Dresdner Staatskapelle in Berlin: Höhere Weihe
Christian Thielemann dirigiert eine beeindruckende Alpensinfonie - und das Philharmonie-Publikum feiert den 91-jährigen Pianisten Menahem Pressler.
Dies ist ein Abend für Freunde von Zahlenspielereien: 476, 224, 100, 92, 86 lautet die geheime Ziffernfolge beim Berlin-Gastspiel der Dresdner Staatskapelle. 1548 wurde das Orchester gegründet, ungefähr halb so alt ist Mozarts Klavierkonzert KV 595. Vor einem Jahrhundert wurde die „Alpensinfonie“ uraufgeführt, der Pianist Menahem Pressler steht im 92. Lebensjahr und Witiko Adler, der Veranstalter, ist auch schon 86.
Die beiden letztgenannten Herren haben Richard Strauss also tatsächlich noch als Zeitgenossen erlebt. Dirigent Christian Thielemann (56) dagegen blieb nur die Partitur, um mit dem Komponisten in Dialog zu treten. Die aber hat er sich zu Herzen genommen. Mit absoluter Selbstsicherheit und einem an den Großwerken Wagners und Bruckners geschulten Weitblick disponiert er die 50-minütige Wanderung, als Bergführer, auf dessen Trittsicherheit Verlass ist. Als perfekt trainierte Truppe folgt ihm die Staatskapelle, virtuos und präzise in jeder Bewegung.

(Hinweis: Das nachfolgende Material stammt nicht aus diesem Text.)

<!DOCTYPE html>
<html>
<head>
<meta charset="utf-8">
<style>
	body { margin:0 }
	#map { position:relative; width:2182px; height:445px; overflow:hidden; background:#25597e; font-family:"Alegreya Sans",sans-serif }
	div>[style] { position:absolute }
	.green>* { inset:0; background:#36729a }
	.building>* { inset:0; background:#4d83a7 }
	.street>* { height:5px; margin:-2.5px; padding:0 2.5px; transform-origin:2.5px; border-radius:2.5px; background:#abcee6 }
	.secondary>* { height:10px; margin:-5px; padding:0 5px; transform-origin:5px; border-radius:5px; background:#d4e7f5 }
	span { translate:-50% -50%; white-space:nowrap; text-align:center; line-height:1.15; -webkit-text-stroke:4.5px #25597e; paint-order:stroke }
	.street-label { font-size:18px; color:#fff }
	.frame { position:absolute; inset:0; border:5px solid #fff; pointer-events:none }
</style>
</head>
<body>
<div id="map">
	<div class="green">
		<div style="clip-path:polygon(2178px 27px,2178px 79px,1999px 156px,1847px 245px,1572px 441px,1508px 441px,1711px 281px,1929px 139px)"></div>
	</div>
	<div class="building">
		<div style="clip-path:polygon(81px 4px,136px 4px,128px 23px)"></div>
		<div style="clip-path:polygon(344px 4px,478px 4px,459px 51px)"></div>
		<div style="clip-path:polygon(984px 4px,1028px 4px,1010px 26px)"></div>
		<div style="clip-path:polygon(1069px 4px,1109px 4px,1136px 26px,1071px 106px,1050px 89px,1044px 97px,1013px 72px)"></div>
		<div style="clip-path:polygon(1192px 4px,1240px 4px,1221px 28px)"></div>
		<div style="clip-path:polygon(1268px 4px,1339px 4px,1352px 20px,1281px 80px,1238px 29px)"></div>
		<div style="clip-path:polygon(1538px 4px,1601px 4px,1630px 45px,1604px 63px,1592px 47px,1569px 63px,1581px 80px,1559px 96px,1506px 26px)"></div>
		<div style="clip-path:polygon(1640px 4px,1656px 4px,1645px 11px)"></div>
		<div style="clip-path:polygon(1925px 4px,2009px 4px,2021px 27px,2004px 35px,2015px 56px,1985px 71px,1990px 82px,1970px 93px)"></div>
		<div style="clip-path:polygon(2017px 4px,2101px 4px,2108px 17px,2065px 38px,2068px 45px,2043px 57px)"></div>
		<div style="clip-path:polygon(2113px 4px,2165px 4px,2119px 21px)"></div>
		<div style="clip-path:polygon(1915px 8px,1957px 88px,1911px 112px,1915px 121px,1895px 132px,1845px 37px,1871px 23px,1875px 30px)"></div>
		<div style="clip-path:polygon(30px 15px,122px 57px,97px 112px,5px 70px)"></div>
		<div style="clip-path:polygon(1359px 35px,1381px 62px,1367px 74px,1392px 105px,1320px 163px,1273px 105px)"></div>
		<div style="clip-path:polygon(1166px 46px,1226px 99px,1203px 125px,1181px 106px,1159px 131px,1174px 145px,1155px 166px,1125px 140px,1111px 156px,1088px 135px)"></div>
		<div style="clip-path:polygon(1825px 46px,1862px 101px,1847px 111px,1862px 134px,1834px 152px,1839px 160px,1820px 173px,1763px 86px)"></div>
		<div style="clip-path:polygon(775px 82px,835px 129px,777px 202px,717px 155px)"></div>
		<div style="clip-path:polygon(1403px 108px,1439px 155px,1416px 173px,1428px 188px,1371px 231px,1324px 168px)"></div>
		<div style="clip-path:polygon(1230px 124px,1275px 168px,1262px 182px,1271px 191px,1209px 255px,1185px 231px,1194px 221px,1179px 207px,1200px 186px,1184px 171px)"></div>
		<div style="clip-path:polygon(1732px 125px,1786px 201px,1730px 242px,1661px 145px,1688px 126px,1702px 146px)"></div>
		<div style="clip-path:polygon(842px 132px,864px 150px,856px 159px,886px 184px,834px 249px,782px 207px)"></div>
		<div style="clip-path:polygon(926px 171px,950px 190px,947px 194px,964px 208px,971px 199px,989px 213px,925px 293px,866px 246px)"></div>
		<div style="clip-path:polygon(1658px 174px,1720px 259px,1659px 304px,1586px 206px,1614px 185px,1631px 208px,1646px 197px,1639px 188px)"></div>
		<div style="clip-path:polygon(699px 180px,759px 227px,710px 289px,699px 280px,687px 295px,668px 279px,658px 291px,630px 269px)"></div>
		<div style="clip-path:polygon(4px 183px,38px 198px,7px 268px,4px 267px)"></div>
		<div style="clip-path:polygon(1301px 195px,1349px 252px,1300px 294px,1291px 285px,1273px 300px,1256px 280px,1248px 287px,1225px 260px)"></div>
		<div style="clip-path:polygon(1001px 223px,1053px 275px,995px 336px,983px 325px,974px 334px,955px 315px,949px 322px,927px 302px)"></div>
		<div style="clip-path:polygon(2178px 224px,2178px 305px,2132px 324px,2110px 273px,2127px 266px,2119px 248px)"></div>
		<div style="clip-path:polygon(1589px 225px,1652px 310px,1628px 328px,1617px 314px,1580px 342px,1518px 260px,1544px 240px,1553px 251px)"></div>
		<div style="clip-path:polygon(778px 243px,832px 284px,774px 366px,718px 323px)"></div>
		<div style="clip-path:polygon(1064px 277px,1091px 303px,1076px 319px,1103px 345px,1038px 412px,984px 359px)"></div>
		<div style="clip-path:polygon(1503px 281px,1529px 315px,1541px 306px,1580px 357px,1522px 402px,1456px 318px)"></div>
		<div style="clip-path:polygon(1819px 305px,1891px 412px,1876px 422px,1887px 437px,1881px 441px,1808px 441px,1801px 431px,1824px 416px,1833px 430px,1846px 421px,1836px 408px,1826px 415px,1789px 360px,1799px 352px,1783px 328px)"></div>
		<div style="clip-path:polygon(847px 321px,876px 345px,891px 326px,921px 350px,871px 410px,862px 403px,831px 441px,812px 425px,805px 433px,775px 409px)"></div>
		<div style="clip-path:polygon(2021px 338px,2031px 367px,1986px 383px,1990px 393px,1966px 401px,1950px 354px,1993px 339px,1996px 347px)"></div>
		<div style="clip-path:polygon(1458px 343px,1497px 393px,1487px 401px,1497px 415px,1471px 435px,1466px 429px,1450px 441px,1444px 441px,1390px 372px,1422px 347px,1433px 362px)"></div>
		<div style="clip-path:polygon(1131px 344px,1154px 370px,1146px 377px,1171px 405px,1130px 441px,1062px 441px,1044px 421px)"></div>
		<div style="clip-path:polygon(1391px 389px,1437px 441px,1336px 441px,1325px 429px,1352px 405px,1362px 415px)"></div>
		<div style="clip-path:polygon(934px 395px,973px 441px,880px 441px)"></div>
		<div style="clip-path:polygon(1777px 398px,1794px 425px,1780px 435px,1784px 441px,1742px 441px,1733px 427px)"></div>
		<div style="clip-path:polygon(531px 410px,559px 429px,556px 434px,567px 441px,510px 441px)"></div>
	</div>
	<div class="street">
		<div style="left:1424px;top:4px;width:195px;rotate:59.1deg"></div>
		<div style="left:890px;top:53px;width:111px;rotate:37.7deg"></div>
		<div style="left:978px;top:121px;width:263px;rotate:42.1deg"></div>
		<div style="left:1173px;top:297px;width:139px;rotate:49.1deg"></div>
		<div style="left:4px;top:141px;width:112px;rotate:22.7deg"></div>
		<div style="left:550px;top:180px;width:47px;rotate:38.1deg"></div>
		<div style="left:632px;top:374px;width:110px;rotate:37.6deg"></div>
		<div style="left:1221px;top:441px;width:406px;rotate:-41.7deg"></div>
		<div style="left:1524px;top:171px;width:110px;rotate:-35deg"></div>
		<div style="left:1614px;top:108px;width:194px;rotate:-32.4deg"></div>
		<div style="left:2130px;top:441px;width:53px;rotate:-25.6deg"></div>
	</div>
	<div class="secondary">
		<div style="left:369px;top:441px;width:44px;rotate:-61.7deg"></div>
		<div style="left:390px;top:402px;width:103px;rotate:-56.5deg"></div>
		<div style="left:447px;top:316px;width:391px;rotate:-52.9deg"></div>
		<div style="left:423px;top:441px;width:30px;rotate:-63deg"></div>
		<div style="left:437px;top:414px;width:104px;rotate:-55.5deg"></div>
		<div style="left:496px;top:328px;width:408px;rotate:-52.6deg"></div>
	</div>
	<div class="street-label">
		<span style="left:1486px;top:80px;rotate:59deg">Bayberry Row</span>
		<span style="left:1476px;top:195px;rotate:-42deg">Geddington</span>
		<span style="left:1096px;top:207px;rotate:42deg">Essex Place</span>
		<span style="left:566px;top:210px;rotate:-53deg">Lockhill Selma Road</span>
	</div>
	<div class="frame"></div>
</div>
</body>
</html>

Thielemanns Zugriff hebt die „Alpensinfonie“ über das rein Tonmalerisch-Deskriptive heraus. Es geht hier hörbar um übergeordnete Dinge, um Ernstes und Erhabenes. Deutlich wird aber auch die Ambivalenz des Komponisten, der sich von Nietzsches kirchenkritischem „Antichrist“ inspiriert fühlte, musikalisch aber doch immer wieder in Bereiche religiöser Rhetorik gerät, mit weihevollen Chorälen und ekstatischen Visionen.
Eine eindrückliche Aufführung – und doch sorgt an diesem Dienstag ein anderer dafür, dass der Philharmonie-Abend etwas Ereignishaftes bekommt: Menahem Pressler, dem das Publikum mit standing ovations huldigt, in Anerkennung seiner einmaligen, über sechs Jahrzehnte währenden Musikerlaufbahn. Von Thielemann muss er zum Flügel geführt, auf dem eigens präparierten Stuhl dann in ideale Position gerückt werden. Um so erstaunlicher, wie flink dem alten Herren seine Finger noch folgen. Und doch bleibt die Wirkung seines Vortrags vor allem eine optische – blind gehört, würde sich wohl kaum jemand für diese Interpretation begeistern, die solipsistisch wirkt, arg gleichförmig, klangfarbenarm.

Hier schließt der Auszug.